One key reason why consumer spending has rebounded is that government aid programs, from one-time $1,200 stimulus checks to $600-a-week in supplemental federal unemployment aid, have helped offset the loss of income for laid-off Americans. Yet nearly all the stimulus checks have been issued. And, the supplemental federal jobless aid is set to expire July 31.
“Recently, some indicators have pointed to a stabilization, and in some areas a modest rebound, in economic activity,” Federal Reserve Chairman Jerome Powell said Tuesday in a testimony to a Senate committee. Yet “until the public is confident that the disease is contained, a full recovery is unlikely.”
Corinne Cook, who lives in Kissimmee, near Orlando, Florida, felt a huge relief to finally receive her unemployment benefits last week after a month and a half of battling the state’s bureaucracy.
Cook, 28, had moved to the area in September for an 18-month contract position as a 3D modeler for Walt Disney, a job involving sculpting character prototypes that were printed on 3D printers. But she was laid off in mid-April after the parks closed down.
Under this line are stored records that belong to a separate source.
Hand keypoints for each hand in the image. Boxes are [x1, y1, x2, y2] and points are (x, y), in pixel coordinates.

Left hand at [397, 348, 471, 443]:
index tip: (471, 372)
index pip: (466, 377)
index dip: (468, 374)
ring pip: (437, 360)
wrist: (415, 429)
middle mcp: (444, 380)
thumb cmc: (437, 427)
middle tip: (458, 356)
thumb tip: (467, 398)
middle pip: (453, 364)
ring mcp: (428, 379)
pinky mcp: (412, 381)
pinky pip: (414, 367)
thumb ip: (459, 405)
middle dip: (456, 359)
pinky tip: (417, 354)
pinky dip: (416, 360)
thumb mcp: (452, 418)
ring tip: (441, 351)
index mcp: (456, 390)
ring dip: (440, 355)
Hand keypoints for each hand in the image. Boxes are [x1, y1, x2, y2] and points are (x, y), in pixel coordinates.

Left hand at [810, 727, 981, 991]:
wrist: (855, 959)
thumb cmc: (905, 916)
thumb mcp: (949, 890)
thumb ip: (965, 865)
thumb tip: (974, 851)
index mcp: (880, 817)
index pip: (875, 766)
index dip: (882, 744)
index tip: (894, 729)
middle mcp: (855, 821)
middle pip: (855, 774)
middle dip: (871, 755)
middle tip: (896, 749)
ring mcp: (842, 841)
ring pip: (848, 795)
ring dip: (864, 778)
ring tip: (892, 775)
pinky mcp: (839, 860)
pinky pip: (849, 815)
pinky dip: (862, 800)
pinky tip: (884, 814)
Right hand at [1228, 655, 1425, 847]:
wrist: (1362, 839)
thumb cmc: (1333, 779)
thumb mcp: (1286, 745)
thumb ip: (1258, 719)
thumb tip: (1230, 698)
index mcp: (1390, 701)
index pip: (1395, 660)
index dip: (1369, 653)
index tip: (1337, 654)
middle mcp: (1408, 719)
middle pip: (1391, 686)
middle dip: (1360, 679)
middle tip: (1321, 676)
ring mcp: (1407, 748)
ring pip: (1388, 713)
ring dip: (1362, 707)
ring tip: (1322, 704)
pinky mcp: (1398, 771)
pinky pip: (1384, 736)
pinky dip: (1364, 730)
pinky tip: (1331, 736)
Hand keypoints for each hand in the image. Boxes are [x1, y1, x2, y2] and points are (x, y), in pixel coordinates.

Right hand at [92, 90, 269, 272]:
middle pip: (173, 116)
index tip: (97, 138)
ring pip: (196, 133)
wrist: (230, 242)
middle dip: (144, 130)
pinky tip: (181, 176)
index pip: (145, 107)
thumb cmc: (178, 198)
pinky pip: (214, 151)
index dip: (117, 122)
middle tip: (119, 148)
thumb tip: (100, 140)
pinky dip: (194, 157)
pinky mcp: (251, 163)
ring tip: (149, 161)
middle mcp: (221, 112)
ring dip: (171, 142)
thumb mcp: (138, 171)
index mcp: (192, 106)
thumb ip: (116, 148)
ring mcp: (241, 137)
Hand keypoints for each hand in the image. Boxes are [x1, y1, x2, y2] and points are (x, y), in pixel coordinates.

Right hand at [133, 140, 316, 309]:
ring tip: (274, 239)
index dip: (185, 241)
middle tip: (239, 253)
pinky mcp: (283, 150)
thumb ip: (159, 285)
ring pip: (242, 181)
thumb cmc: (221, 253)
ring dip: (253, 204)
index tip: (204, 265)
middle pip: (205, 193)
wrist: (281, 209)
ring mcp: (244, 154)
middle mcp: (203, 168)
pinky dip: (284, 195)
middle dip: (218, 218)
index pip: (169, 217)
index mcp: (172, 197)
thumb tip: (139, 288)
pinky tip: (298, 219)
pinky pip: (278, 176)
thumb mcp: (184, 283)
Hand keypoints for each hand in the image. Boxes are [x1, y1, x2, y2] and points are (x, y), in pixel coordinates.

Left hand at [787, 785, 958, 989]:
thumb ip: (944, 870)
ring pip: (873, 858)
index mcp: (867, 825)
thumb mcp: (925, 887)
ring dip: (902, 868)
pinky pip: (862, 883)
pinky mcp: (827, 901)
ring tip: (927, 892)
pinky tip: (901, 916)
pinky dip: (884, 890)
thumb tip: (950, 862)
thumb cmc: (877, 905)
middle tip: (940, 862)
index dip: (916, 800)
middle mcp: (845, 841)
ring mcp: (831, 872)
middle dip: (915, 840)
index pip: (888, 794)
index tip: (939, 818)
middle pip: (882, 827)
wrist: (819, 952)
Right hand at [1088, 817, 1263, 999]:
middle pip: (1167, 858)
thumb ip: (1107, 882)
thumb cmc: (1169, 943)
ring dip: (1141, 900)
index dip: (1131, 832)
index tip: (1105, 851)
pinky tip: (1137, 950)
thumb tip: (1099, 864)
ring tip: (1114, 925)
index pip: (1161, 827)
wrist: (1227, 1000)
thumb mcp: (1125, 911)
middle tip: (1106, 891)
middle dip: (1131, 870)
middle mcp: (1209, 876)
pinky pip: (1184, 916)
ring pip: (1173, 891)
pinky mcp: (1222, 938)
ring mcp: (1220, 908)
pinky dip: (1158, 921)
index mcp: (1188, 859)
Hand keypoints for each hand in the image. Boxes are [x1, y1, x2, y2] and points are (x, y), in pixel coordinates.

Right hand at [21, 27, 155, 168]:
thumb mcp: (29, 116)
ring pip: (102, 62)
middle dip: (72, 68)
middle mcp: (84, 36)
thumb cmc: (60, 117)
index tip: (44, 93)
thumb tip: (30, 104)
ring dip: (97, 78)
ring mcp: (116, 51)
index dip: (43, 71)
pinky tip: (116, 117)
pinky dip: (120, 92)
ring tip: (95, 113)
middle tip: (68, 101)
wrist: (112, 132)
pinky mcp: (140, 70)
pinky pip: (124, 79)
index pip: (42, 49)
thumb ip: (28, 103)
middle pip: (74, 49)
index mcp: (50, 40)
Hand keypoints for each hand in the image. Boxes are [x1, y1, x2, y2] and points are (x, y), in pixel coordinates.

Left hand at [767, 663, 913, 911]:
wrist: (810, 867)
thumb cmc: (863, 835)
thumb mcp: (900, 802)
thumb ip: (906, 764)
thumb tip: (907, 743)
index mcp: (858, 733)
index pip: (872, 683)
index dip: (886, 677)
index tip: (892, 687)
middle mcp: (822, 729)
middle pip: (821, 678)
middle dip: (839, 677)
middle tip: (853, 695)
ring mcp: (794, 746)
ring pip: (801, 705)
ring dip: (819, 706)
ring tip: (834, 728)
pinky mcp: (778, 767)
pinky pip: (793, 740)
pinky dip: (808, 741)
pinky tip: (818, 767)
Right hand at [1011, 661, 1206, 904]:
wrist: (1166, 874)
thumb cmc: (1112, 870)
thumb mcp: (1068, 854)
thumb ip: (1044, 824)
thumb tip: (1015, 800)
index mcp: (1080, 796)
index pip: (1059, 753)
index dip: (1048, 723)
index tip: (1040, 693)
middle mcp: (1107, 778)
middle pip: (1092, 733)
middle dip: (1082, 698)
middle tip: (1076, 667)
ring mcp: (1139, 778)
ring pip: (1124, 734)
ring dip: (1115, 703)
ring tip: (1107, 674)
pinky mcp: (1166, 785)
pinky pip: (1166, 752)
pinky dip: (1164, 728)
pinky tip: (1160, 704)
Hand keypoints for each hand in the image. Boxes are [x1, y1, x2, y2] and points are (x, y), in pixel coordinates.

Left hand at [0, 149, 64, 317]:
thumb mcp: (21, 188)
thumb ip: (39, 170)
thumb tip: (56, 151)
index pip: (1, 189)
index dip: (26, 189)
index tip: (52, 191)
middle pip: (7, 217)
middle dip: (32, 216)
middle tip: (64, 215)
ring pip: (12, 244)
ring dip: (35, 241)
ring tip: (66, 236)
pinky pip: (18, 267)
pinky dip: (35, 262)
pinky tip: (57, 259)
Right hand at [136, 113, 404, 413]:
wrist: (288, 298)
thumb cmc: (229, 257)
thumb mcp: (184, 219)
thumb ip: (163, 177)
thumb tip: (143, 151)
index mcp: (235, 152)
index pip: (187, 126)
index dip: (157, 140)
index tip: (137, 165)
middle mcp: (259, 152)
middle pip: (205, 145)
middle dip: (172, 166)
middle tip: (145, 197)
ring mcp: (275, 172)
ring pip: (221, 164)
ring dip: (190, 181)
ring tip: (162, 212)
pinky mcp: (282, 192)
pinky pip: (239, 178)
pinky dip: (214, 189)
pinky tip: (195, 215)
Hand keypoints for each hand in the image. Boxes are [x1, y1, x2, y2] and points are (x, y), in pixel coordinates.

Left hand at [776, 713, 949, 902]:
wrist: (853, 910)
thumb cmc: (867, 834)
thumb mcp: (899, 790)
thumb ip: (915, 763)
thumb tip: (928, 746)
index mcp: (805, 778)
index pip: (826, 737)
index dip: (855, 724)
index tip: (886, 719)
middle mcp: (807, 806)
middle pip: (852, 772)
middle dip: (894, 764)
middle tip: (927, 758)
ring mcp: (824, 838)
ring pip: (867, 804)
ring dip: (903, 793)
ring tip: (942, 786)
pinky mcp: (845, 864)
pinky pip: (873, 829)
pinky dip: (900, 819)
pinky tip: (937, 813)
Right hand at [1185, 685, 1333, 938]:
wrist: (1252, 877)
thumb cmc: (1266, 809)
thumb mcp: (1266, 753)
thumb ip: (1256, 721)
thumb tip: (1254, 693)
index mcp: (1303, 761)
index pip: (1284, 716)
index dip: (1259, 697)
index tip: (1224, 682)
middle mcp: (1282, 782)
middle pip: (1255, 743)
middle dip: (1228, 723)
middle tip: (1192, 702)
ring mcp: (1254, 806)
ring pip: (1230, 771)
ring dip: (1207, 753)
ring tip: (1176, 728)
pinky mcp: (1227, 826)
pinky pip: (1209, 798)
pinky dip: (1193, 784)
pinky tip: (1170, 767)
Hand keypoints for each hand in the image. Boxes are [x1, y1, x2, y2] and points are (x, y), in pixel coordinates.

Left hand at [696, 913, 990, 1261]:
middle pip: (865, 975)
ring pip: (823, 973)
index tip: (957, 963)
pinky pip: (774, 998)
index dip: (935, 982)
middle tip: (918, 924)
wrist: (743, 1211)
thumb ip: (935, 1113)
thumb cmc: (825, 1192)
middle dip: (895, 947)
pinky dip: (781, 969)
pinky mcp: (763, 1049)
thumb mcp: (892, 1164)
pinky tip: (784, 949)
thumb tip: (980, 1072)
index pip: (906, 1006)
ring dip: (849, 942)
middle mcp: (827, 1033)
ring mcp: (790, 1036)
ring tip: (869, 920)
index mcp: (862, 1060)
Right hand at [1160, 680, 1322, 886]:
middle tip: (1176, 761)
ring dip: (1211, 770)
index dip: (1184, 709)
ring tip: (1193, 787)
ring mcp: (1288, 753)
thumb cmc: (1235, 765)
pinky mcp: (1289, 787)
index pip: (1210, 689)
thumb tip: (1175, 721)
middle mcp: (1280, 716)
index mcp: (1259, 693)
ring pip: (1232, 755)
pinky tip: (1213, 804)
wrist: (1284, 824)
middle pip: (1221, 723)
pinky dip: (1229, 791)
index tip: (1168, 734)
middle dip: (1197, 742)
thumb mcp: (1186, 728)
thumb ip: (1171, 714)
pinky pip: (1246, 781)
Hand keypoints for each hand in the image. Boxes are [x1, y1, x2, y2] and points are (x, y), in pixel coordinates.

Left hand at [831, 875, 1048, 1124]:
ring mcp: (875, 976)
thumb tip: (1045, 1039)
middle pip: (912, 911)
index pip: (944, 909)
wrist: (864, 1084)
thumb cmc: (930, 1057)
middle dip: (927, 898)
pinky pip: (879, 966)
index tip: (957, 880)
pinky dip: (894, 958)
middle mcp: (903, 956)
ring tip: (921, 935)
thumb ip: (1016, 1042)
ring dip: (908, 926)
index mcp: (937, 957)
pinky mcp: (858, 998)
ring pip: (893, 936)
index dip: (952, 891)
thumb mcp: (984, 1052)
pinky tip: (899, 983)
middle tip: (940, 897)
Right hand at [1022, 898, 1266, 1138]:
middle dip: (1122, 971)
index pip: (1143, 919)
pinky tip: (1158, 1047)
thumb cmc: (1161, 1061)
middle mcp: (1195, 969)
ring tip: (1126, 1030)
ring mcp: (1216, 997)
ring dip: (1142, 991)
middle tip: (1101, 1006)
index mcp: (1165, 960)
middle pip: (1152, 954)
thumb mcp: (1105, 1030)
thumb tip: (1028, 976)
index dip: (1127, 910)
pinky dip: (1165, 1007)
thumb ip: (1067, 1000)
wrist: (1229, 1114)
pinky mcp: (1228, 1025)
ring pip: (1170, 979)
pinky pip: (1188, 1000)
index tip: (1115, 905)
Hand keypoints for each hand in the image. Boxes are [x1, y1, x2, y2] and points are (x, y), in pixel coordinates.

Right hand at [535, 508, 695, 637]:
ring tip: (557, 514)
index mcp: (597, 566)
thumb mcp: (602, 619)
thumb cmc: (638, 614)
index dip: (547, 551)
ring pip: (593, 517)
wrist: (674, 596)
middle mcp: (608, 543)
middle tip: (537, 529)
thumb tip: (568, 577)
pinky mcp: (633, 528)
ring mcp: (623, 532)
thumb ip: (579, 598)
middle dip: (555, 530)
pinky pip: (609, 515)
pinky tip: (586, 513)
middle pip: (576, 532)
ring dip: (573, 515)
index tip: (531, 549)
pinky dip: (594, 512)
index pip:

She is receiving the minimum state unemployment benefit from Florida, $125 a week, because the state has no record of her prior earnings in New Jersey, even though she said she has uploaded, mailed and faxed her documents from her job there. If her previous earnings were properly credited, her state benefits would more than double. She is grateful, though, for the extra $600 in federal unemployment benefits, which have allowed her to pay off some bills.
“It was very stressful,” she said. “I definitely lost it a few times.”
She is applying for a new job and hopes to stay in the area. But there aren’t a lot of open positions in her field.
“The future is very unknown at this point,” Cook said.
Other data paints a picture of an economy slowly on the mend. A weekly survey of small businesses by the Census Bureau found that in the week that ended June 6, nearly 10% of small firms said they were hiring. That’s double what it was five weeks ago. About 13% said they were still cutting jobs, less than half of what the figure was in late April.